Construction and Efficacy Evaluation of an Intelligent Response System for Chemical Production Customer Audits Based on Knowledge Graphs
DOI:
https://doi.org/10.63593/IST.2788-7030.2025.11.004Keywords:
chemical customer audit, knowledge graph, intelligent response, Natural Language Processing (NLP), compliance management, heterogeneous standard integration, ternary association modeling, complex issue resolutionAbstract
Chemical production customer audits face intractable challenges, including heterogeneous audit standards, inefficient manual responses, and inadequate handling of complex cross-standard issues. Traditional manual response models have struggled to meet the evolving demands of high-stakes supply chain audits. This study integrates 236 heterogeneous audit standards from 127 core customers—including industry leaders such as Contemporary Amperex Technology Co. Limited (CATL) and Tesla—to construct a ternary knowledge graph (TKG) centered on “process parameters-quality indicators-compliance clauses.” An NLP-driven intelligent response system was developed to enable rapid semantic understanding, precise knowledge retrieval, and standardized response generation for audit queries.
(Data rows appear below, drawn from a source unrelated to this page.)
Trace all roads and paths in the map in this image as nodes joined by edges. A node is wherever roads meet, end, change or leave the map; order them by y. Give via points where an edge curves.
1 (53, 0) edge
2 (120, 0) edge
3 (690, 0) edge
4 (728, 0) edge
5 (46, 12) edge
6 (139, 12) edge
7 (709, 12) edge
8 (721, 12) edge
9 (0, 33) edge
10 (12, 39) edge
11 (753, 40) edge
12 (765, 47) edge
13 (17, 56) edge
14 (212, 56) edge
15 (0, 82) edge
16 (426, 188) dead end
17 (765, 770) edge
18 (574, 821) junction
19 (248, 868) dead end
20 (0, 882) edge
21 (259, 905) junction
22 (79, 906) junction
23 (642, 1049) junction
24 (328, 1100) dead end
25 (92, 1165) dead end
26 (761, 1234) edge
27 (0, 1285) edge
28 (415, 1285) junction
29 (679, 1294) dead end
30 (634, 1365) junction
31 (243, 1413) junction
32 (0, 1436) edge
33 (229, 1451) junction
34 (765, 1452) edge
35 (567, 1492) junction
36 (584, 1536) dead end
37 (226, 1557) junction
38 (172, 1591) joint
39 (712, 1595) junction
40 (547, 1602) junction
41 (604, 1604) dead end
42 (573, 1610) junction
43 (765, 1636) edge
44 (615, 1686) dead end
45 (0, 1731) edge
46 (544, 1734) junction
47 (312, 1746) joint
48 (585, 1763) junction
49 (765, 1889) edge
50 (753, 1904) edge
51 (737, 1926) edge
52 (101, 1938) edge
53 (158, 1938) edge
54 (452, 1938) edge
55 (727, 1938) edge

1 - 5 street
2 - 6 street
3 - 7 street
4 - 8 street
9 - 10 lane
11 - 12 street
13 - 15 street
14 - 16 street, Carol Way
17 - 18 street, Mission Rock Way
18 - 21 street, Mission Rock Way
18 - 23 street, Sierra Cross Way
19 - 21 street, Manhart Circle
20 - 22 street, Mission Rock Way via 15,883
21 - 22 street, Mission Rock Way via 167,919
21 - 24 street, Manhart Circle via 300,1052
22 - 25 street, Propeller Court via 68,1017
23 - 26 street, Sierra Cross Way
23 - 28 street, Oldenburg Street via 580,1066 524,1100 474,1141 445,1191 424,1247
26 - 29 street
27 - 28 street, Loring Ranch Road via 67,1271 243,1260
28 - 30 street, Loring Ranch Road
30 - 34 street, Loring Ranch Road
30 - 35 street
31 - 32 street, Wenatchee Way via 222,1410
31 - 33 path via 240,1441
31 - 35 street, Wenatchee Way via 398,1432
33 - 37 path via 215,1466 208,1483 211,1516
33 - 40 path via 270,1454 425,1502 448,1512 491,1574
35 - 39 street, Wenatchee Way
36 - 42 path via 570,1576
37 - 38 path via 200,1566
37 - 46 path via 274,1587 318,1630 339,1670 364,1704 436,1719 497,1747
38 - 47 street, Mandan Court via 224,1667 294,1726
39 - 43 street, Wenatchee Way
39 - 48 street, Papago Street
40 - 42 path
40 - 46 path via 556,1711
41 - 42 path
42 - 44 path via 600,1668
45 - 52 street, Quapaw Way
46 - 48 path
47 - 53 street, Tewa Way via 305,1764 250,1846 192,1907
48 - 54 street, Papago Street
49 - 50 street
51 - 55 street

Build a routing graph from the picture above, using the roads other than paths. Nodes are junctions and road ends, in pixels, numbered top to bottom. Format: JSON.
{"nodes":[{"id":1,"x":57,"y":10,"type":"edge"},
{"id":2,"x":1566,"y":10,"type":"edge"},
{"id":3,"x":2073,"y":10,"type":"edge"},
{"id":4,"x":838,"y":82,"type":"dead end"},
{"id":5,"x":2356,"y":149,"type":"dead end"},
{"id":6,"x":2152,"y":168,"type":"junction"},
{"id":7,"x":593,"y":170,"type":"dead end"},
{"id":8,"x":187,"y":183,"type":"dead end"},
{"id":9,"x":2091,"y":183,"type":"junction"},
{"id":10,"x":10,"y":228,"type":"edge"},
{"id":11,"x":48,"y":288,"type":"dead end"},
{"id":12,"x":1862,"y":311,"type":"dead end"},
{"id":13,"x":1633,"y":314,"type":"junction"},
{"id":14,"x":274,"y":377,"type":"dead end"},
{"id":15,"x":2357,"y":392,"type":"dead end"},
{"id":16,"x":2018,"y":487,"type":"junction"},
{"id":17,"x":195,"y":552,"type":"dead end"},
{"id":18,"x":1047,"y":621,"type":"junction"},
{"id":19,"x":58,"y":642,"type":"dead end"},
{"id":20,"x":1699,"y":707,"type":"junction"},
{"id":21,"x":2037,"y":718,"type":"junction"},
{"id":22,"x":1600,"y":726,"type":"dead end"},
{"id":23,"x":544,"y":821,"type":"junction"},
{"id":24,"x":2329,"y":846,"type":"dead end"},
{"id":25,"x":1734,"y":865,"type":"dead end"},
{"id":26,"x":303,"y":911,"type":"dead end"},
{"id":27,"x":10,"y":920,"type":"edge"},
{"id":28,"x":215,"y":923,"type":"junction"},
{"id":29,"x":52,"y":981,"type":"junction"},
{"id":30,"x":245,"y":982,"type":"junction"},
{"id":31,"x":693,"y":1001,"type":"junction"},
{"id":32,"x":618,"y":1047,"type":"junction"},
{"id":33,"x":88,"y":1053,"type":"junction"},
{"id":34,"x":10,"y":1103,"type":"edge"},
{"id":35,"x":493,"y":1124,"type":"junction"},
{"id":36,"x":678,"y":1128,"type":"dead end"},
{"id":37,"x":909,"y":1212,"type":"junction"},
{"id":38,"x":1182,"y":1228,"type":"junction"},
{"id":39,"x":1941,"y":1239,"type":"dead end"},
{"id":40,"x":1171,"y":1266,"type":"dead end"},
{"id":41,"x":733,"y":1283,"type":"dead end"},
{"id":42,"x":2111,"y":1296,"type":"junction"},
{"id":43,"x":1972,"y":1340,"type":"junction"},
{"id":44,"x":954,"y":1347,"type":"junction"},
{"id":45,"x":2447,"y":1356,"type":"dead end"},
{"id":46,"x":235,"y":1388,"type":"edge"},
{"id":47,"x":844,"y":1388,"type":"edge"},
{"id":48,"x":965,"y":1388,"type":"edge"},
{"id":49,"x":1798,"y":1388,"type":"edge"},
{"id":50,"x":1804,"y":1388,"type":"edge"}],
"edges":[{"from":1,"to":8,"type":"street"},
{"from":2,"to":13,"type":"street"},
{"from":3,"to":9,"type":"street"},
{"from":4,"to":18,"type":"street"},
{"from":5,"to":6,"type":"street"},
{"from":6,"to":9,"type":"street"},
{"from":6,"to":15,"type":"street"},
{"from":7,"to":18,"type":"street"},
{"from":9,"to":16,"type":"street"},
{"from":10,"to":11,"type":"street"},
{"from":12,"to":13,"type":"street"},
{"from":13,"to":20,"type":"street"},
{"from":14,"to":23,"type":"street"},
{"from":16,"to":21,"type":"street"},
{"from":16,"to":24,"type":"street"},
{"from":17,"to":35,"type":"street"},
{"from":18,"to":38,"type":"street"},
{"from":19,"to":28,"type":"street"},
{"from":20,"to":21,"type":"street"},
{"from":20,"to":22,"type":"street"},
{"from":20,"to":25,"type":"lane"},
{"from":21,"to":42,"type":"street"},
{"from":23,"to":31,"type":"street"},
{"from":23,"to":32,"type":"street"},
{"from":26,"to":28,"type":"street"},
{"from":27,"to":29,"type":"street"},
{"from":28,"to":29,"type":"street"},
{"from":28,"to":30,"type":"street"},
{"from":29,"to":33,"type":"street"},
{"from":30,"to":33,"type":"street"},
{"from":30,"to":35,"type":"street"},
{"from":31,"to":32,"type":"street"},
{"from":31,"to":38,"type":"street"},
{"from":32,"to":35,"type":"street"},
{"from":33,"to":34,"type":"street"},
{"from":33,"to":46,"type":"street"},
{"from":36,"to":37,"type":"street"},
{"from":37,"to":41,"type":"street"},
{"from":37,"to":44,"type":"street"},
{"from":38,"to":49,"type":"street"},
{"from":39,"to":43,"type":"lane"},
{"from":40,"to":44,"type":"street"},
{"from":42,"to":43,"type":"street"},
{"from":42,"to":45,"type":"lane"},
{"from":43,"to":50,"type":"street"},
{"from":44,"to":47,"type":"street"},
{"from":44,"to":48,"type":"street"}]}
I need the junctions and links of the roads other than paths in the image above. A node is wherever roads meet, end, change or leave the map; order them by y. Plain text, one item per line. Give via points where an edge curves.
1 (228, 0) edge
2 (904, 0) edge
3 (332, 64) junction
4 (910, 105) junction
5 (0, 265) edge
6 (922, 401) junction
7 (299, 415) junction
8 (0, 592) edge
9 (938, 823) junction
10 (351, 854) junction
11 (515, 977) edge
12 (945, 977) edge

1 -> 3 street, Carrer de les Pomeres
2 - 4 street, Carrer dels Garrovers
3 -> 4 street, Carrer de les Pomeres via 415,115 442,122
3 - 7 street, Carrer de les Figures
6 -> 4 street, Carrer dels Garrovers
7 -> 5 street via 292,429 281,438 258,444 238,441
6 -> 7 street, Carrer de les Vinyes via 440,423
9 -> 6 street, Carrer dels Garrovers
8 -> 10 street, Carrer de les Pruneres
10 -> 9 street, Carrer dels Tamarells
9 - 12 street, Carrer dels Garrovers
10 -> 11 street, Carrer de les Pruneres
Comprehensive validation, including laboratory testing and 12 months of industrial application, demonstrates that the system achieves a question matching accuracy of 91.3%, reduces response time from 48 hours (traditional manual) to 15 minutes, and supports 27 customer audits with a 100% pass rate. The complex issue resolution rate reaches 89.6%, significantly reducing enterprise audit costs and compliance risks. The proposed technical framework effectively addresses the core pain points of multi-customer heterogeneous standard integration and intelligent audit response, providing a replicable technical pathway for audit management in the chemical industry and offering practical insights for the application of knowledge graphs and NLP in industrial compliance scenarios.